Deleting many, (but not all) submissions from ODK Aggregate database

What is the problem? Please be detailed.
I want to remove (several hundred) old submissions from the ODK aggregate form that they are stored on, because the only way to view the newest submissions is to plough through pages of these historic records, during which process it frequently crashes (because we have too many records on there, because deleting is SO tedious) and then we have to start all over again making our way to the present day through pages of historic records.
So. Making myself a promise to be more pro-active about database management in future, I spent the morning deleting submissions. I did this one at a time, using the two-step process (hit the red X, confirm that I want to delete) which is the only way I know how to delete submissions. As I was nearing the target record from which I wanted to leave the submissions alone, it crashed (i.e. went blank, and threw me back onto our original database which seems to act as a landing page). When I went back into the form I had been working in, ALL the records were still there!

What ODK tool and version are you using? And on what device and operating system version?
I'm using ODK aggregate on my laptop, I don't know if it has a version or release number.

So: What is the best method to delete (many) selected submissions from a form, (because I need to tidy up five more forms) and
Why did it restore the records I had so painstakingly deleted?
Just to add that we have almost NEVER been able to export these databases successfully (it just doesn't seem to work).

1 Like

I have had the same persistent problem for the past 5 years.

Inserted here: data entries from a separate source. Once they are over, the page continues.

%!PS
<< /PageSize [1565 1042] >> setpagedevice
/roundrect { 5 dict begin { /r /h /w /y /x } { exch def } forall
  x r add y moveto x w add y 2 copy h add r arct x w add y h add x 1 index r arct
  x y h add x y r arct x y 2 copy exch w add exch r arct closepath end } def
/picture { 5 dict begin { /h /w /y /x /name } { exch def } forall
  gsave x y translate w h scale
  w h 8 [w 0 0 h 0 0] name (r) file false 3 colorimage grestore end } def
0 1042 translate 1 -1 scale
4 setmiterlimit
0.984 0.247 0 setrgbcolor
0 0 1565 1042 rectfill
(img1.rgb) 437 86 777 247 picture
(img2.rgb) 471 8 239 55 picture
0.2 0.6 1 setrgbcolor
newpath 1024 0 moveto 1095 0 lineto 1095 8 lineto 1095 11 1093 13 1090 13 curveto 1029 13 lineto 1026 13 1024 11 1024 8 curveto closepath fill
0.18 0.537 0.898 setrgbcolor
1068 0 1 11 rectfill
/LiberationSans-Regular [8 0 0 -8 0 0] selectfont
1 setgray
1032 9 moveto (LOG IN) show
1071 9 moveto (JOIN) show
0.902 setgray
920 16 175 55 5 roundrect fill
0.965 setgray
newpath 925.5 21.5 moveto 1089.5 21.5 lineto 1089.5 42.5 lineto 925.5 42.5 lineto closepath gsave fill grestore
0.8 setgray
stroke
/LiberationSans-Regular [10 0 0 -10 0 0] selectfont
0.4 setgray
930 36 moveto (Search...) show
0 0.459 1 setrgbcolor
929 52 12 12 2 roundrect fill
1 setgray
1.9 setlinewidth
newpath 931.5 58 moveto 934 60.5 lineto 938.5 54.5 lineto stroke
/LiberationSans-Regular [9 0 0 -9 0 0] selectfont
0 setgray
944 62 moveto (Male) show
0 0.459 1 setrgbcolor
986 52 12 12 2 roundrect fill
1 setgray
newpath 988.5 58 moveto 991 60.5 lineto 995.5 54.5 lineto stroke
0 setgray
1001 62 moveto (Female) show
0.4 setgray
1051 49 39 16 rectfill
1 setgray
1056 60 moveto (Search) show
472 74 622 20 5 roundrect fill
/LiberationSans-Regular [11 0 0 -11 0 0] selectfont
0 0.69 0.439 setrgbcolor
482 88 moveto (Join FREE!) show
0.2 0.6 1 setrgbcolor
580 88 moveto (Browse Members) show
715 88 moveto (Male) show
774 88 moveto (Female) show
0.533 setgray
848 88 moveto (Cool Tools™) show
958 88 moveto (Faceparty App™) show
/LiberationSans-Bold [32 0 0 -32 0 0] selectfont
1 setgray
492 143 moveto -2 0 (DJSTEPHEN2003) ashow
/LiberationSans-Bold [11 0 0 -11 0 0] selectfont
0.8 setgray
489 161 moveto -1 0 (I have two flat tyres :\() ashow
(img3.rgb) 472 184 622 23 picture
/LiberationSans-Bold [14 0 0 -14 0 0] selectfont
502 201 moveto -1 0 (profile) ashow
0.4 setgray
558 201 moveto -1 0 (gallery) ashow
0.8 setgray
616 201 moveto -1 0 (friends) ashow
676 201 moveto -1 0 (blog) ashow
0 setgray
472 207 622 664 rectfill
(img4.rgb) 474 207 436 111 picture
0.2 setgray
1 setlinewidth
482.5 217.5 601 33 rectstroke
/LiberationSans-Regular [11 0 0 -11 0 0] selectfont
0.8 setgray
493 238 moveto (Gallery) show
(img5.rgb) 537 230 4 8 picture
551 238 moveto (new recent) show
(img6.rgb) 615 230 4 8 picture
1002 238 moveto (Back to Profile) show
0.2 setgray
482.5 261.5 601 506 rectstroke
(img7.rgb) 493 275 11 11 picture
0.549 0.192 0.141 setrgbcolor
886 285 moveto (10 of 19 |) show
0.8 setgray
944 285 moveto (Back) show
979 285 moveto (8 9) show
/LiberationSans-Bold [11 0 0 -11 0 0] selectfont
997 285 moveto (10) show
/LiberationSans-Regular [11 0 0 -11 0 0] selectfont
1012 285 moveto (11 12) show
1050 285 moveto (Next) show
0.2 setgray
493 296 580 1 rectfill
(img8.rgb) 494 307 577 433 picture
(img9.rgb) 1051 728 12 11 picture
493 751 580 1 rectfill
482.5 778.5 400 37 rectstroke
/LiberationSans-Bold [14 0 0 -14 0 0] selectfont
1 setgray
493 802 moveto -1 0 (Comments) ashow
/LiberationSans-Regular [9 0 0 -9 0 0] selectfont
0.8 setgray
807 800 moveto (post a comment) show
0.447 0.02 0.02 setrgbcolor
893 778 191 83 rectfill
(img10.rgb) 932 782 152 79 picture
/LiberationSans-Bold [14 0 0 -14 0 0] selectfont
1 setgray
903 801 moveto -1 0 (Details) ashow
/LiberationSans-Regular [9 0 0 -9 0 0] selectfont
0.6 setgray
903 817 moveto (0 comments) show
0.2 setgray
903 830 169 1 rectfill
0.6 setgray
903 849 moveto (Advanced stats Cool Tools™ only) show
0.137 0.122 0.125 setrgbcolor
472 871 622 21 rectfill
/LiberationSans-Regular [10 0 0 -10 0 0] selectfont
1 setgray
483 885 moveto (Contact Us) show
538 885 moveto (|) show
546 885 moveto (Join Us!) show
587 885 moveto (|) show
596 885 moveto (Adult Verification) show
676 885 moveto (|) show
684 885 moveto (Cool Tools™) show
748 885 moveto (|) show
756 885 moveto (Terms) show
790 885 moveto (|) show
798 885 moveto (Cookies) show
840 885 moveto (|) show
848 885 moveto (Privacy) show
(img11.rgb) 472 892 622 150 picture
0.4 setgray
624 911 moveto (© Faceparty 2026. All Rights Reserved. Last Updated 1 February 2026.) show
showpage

There is an option on one of the menus that says it will delete all the records up to a specific date - but I have tried it many times and have had no indication that it has ever worked. It is a feedback-less option. However, I would note that once it was selected, there was zero evidence that any submissions had been removed, so there is no reason to believe that it actually worked.

Manual deletion, one record at a time does work. But it is painstakingly slow and prone to the refresh problem you have described. The way we do it that seems to work okay, is to delete a couple at a time. This way, one can constantly monitor what has actually worked and what has not. It also tends to lessen the crashes. But, oh so tedious.

What we do is try to schedule a manual deletion session about once a week. In our case, it means that the the build-up is kind-of manageable and also that the time-outs/crashes are also manageable. Also, the smaller number of records that need to be deleted at a time, means that the time spent deleting them in any one session is manageable.

I have submitted a feature request that would allow the cleaning up of Aggregate using a command line option on Briefcase, but this was considered to not be a good idea. I tend to think it would still be a great idea given the perpetual difficulties the alternative brings. If I had the time and means, I would volunteer to fix it myself - it really is the main operational bug we have found with using Aggregate over the years.

Thanks Mark for this response. It at least lets me know that the time spent this week would have to have been spent regardless: either all in one, long, mind-numbing session, or in a series of more manageable ones! Guess what my New Year's resolution will be...and how effective it will be...

I think the reason Aggregate's delete doesn't work or seem to work is that App Engine kills the task. @ggalmazor any improvements that we can make here?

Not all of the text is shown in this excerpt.